Open austinmw opened 1 year ago

austinmw commented 1 year ago

Branch

master branch https://mmdetection.readthedocs.io/en/latest/

📚 The doc issue

Does MMDetection currently support lazy loading annotations when they don't all fit into memory (ex. loading a coco train_2017.json results in OOM)? If so, what's the easiest way to enable this?

Suggest a potential alternative/fix

No response

PeterVennerstrom commented 1 year ago

The annotations could be saved as per image files containing a single image's annotations and read in during training. The custom_dataset class could be adjusted not to pre-load the annotations and the get_ann_info() method adjusted to read them in from file by index.

If masks aren't used they could be removed. RLE encoding for masks may reduce memory. COCO panoptic datasets store the mask data in png files which are read in as needed.

austinmw commented 1 year ago

So to make sure, creating a custom dataset does not require the CustomDataset.load_annotations method to return all annotations? I see that the __init__ uses it to create data_infos, so I could remove that. I just want to make sure there's no other dependencies related to callbacks, evaluation, etc. that requires loading everything upfront.

In general, does the CustomDataset require map-style with __getitem__, and __len__ or could we use an iterable-style and __iter__ instead?

Also, if I use a sharded tar format like WebDataset (so there might be something like 100 images and annotations per file), is there anything I should take care of in terms of distributed training? Can anyone point me to the code that paritions the dataset for distributed training?

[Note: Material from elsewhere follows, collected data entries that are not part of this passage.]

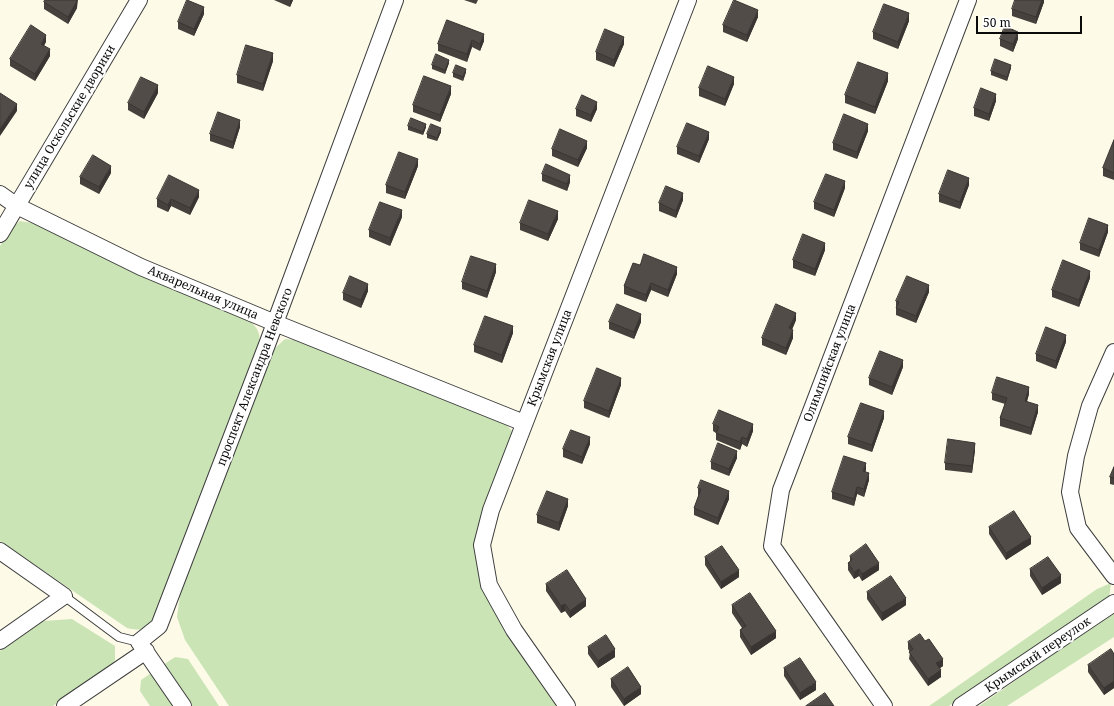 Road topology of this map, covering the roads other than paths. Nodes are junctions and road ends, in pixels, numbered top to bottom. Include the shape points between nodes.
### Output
1 (140, 0) edge
2 (395, 0) edge
3 (688, 0) edge
4 (968, 0) edge
5 (0, 194) edge
6 (17, 206) junction
7 (0, 234) edge
8 (275, 323) junction
9 (1114, 352) edge
10 (524, 424) junction
11 (0, 551) edge
12 (1114, 576) edge
13 (64, 596) junction
14 (1114, 603) edge
15 (0, 641) edge
16 (142, 647) junction
17 (65, 706) edge
18 (183, 706) edge
19 (567, 706) edge
20 (884, 706) edge
21 (961, 706) edge

1 - 6 street, улица Оскольские дворики
2 - 8 street, проспект Александра Невского
3 - 10 street, Крымская улица
4 - 20 street, Олимпийская улица via 781,490 772,546
5 - 6 street, Акварельная улица
6 - 7 street, улица Оскольские дворики
6 - 8 street, Акварельная улица via 141,267
8 - 10 street, Акварельная улица
8 - 16 street, проспект Александра Невского via 159,626
9 - 12 street via 1090,406 1076,456 1070,492 1078,528
10 - 19 street, Крымская улица via 491,510 482,545 489,585 514,630
11 - 13 street
13 - 15 street
13 - 16 lane via 119,637
14 - 21 street, Крымский переулок
16 - 17 street, проспект Александра Невского
16 - 18 street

PeterVennerstrom commented 1 year ago

I'd guess most of the dependancies are in terms of the images not the annotations. The existing code stores image/annotations in per image dictionaries within the list assigned to self.data_infos.

CustomDataset inherits torch Dataset which requires __getitem__ and __len__. They have some nice documentation. Torch IterableDataset is also option to build your dataset, but I think the mmdet datasets are built on the map-style only.

The partitioning for distributed training is here. It inherits from the torch DistributedSampler.

WebDataset requires a torch IterableDataset.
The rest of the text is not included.